Ademais, não se pode afirmar que o Fisco é imparcial na arrecadação dos impostos no país. Ao
contrário, o nosso sistema tributário apresenta-se de forma confusa, omissa e muitas vezes
injusta com o contribuinte, já que não examina se a tributação é proporcional à capacidade
econômica da empresa, bem como a de quem está sendo tributado. Na verdade, o Fisco, como
arrecadador de impostos, no Brasil, tem pouca ou nenhuma consideração com os direitos do
contribuinte. Logo, não é possível, pois, esperar-se que este se sinta estimulado ao
cumprimento de seus deveres fiscais. Além disso, há o anseio no meio dos diversos segmentos
sociais que vêm reclamando sobre a necessidade de uma reforma do nosso sistema tributário,
demonstrando que é preciso realmente haver uma reestruturação nesse setor, a fim de que
haja mais respeito às suas normas, também em relação à pessoa do contribuinte.

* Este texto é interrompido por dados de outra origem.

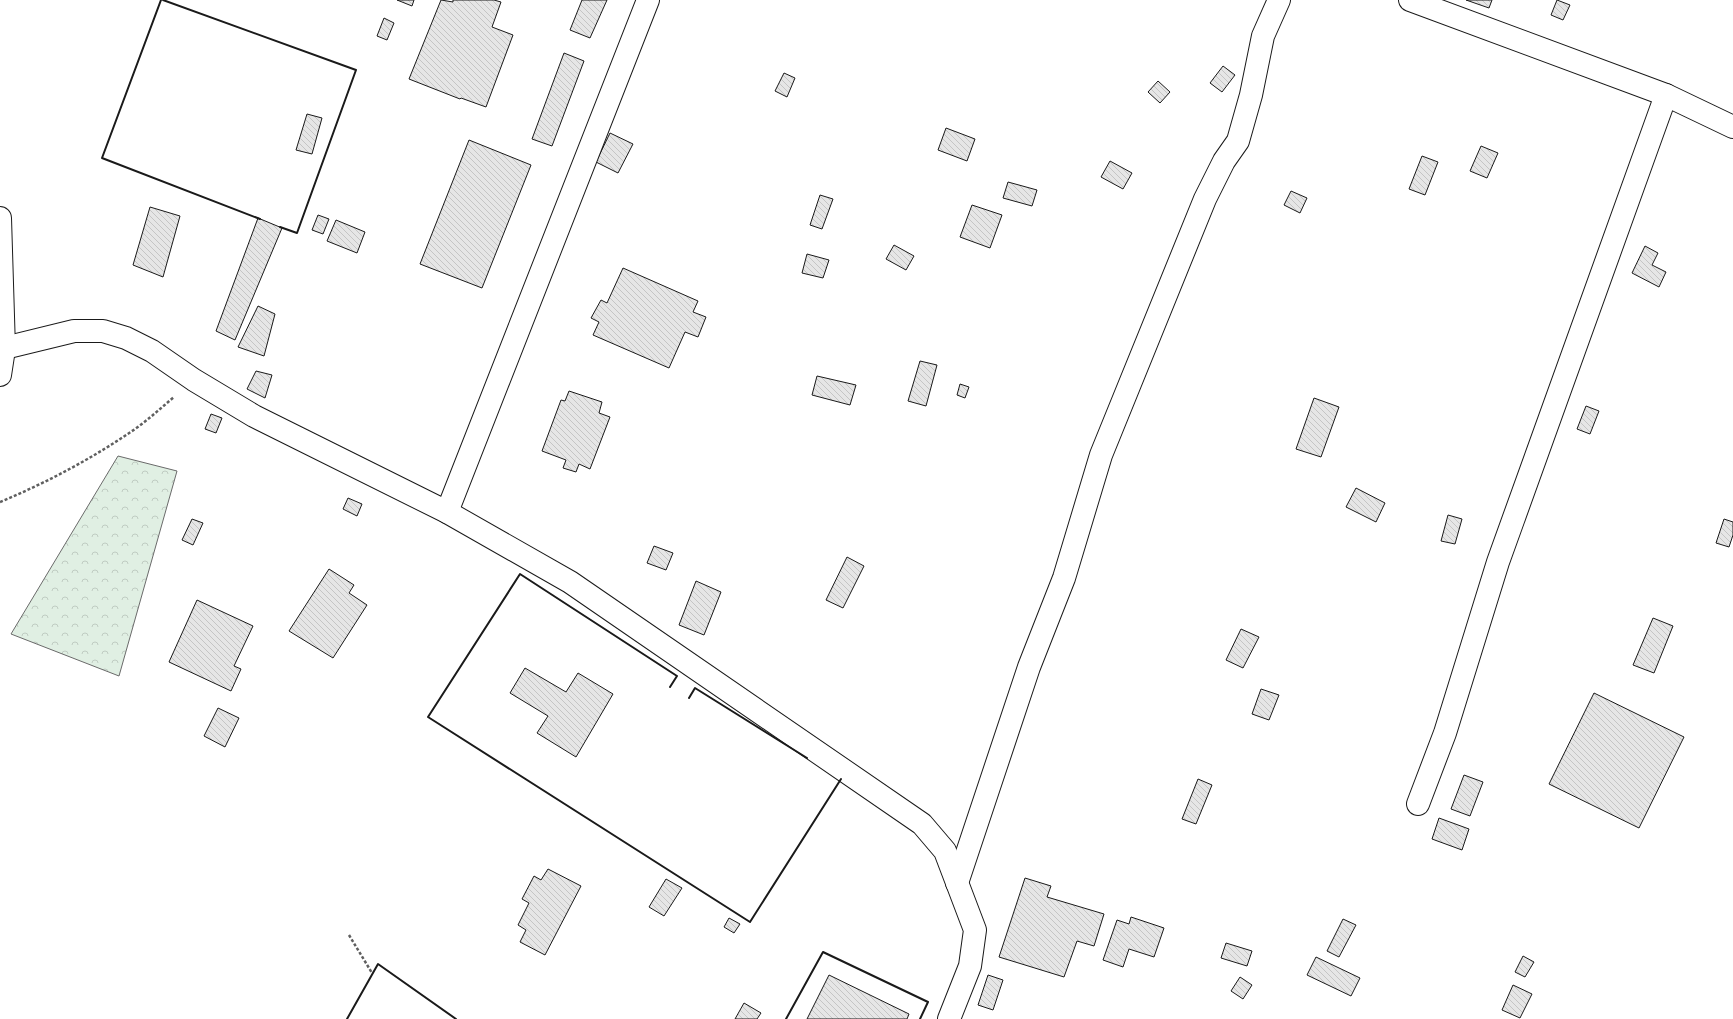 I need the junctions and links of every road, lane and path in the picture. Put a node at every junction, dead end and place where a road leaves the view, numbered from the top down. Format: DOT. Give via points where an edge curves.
graph roads {
  1 [pos="648,0"];
  2 [pos="1279,0"];
  3 [pos="1410,0"];
  4 [pos="1666,94"];
  5 [pos="1733,127"];
  6 [pos="0,218"];
  7 [pos="2,349"];
  8 [pos="0,375"];
  9 [pos="194,380"];
  10 [pos="0,502"];
  11 [pos="447,512"];
  12 [pos="1418,804"];
  13 [pos="957,883"];
  14 [pos="349,936"];
  15 [pos="372,974"];
  16 [pos="949,1019"];
  1 -- 11 [label="street"];
  2 -- 13 [label="street" via="1263,36 1251,96 1238,141 1224,161 1205,199 1101,455 1064,578 1029,667"];
  3 -- 4 [label="street"];
  4 -- 5 [label="street"];
  4 -- 12 [label="street" via="1498,562 1444,733"];
  6 -- 7 [label="street"];
  7 -- 8 [label="street"];
  7 -- 9 [label="street" via="74,331 102,331 126,338 152,351"];
  9 -- 10 [label="path" via="137,428 36,487"];
  9 -- 11 [label="street" via="254,416"];
  11 -- 13 [label="street" via="570,582 922,824 945,851"];
  13 -- 16 [label="street" via="975,930 970,966"];
  14 -- 15 [label="path"];
}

Portanto, é razoável concluir-se que a criminalização do inadimplemento de obrigações fiscais
representa uma verdadeira intimidação na arrecadação dos impostos, haja vista o
constrangimento que se estabeleceu contra os contribuintes, acarretando graves violações
constitucionais, tais como: a incompetência do Poder Judiciário para aplicar as sanções penais
em matéria estritamente administrativa e a ausência das formalidades processuais destinadas
à garantia da ampla defesa, da liberdade, além do direito ao silêncio universalmente
reconhecido aos acusados (art. 5º, incisos LIV, LV e LXVIII, da Constituição Federal).

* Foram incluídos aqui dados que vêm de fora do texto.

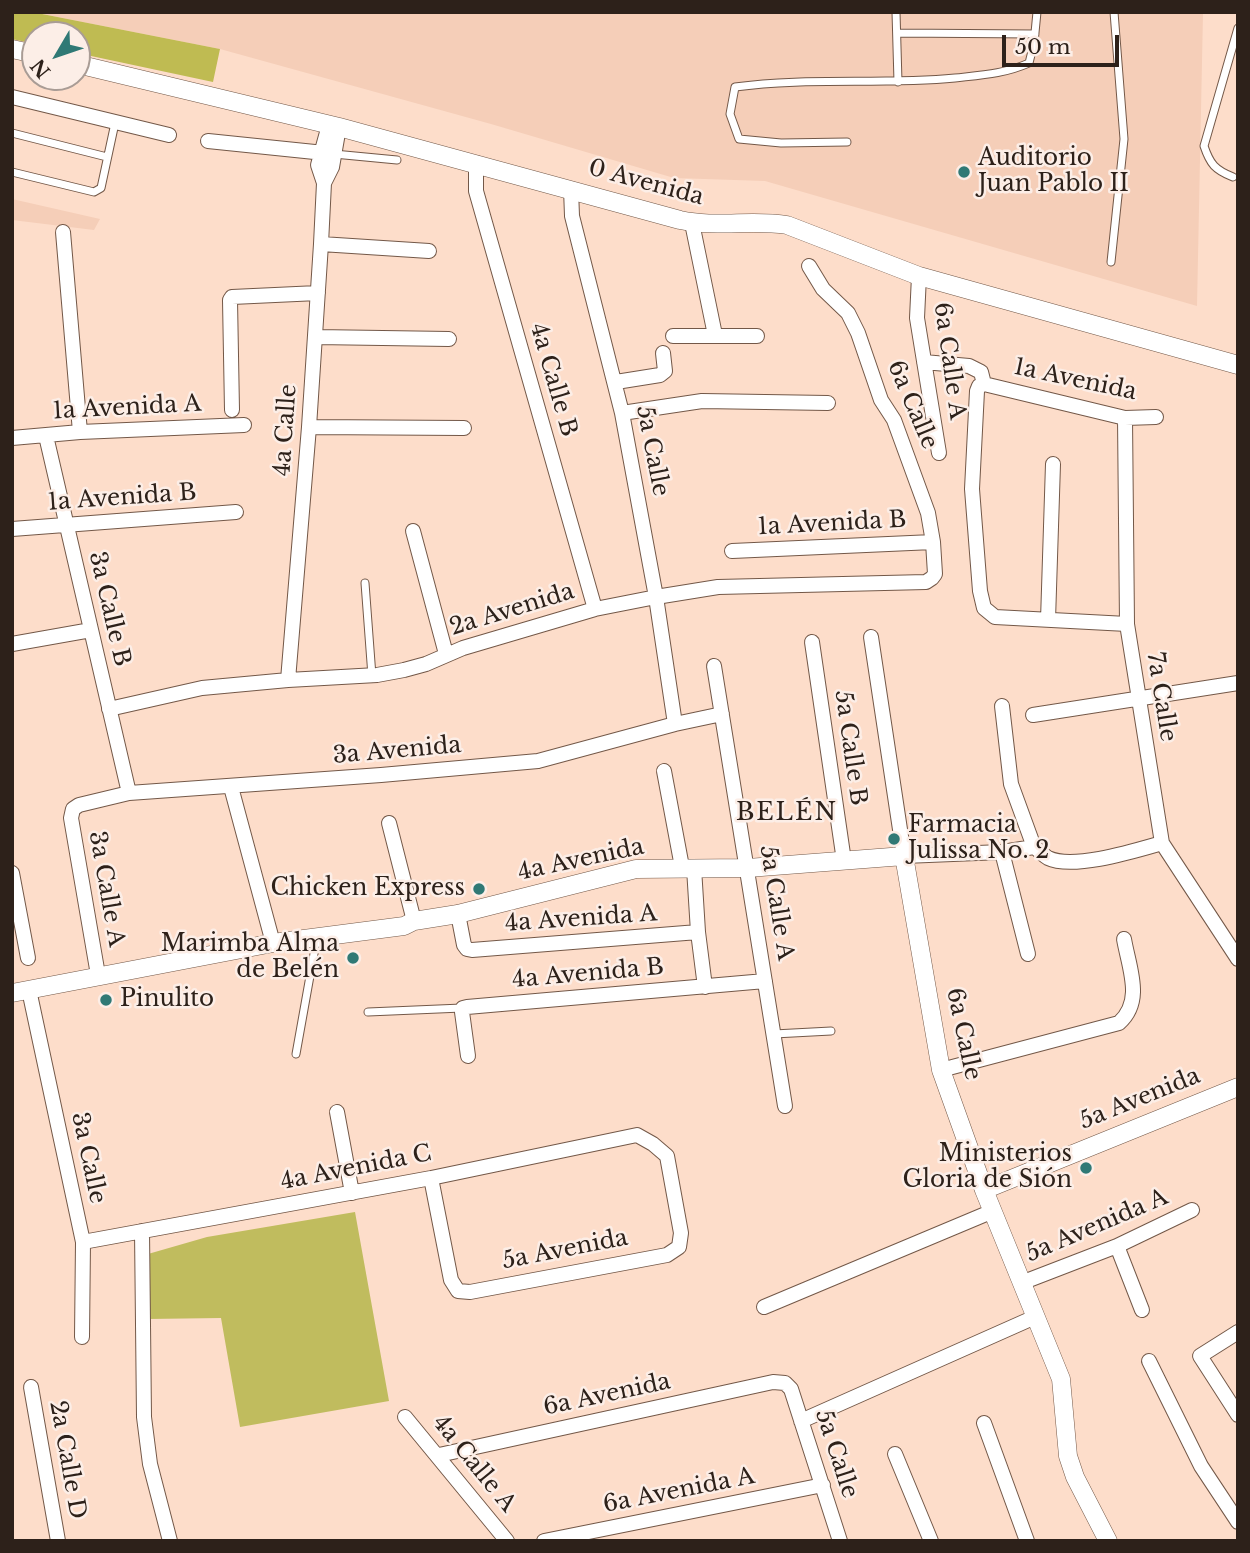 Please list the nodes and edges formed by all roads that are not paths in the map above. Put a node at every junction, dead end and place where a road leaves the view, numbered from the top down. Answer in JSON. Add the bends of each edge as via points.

Outra questão que se insurge é quanto o limite à devassa fiscal dos contribuintes. É inegável
que o órgão da Receita Federal tem o poder de averiguar pessoas físicas, empresas ou
estabelecimentos comerciais. Aliás, o Código Tributário Nacional, em seu art. 196, deixa bem
claro que autoridade administrativa tem o “direito de examinar mercadorias, livros, arquivos,
documentos, papéis e efeitos comerciais ou fiscais, dos comerciantes, industriais ou
produtores...”. Assim, é admissível que através dos trabalhos de inspeção analise-se a
contabilidade da empresa.
O Supremo Tribunal Federal, em consonância com a preocupação dos operadores do direito
acerca do tema, editou a seguinte orientação de que “estão sujeitos à fiscalização tributária ou
previdenciária quaisquer livros comerciais, limitado o exame ao ponto objeto da investigação”

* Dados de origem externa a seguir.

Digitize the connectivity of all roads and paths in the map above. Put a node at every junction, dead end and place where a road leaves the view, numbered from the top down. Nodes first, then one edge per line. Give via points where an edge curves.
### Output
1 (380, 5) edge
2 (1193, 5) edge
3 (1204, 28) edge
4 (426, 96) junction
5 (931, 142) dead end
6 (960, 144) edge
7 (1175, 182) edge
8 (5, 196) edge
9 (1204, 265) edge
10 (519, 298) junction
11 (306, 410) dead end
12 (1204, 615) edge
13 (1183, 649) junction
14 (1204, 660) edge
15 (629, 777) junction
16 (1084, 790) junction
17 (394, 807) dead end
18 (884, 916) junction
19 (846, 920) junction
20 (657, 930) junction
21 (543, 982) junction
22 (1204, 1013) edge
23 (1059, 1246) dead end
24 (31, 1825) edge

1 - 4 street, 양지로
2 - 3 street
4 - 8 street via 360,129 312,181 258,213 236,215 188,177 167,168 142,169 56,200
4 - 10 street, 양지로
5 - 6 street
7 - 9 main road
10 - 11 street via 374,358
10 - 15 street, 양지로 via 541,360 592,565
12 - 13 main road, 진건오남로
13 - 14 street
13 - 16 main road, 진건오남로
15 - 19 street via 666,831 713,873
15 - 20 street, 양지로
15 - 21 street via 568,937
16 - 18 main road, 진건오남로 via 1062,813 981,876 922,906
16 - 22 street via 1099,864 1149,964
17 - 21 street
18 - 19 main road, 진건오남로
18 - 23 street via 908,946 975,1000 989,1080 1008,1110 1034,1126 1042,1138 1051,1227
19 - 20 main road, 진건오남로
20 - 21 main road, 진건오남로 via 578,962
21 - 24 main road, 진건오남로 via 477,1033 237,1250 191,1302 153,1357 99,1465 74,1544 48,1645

(Súmula 439). Logo, não resta dúvida de que a autoridade administrativa tem o poder de
vistoriar a contabilidade de uma empresa, para fins de averiguação específica. O que não se
aceita é a extrapolação desse limite, com a invasão numa empresa pelo órgão da
administração pública, e a tentativa de apreensão aleatória de documentos ou livros contábeis
do comerciante, podendo configurar arbitrariedade, além do abuso de poder da autoridade.
Observe-se, tanto a citada súmula do Supremo Tribunal Federal quanto o Código Tributário
Nacional foram publicados bem antes da atual Constituição Federal, que consagrou a
inviolabilidade do domicílio como direito fundamental, sem determinação de ordem judicial
(inciso XI, do art. 5°). Ressalte-se ainda que a Lei Penal equipara ao conceito de casa qualquer
compartimento não aberto ao público, onde alguém exerce profissão ou atividade (art. 150, §
4º, inciso III, do CP).
Não se diverge sobre a possibilidade de os agentes da administração pública procederem
regularmente uma análise na contabilidade da empresa, conforme determina o relatório fiscal.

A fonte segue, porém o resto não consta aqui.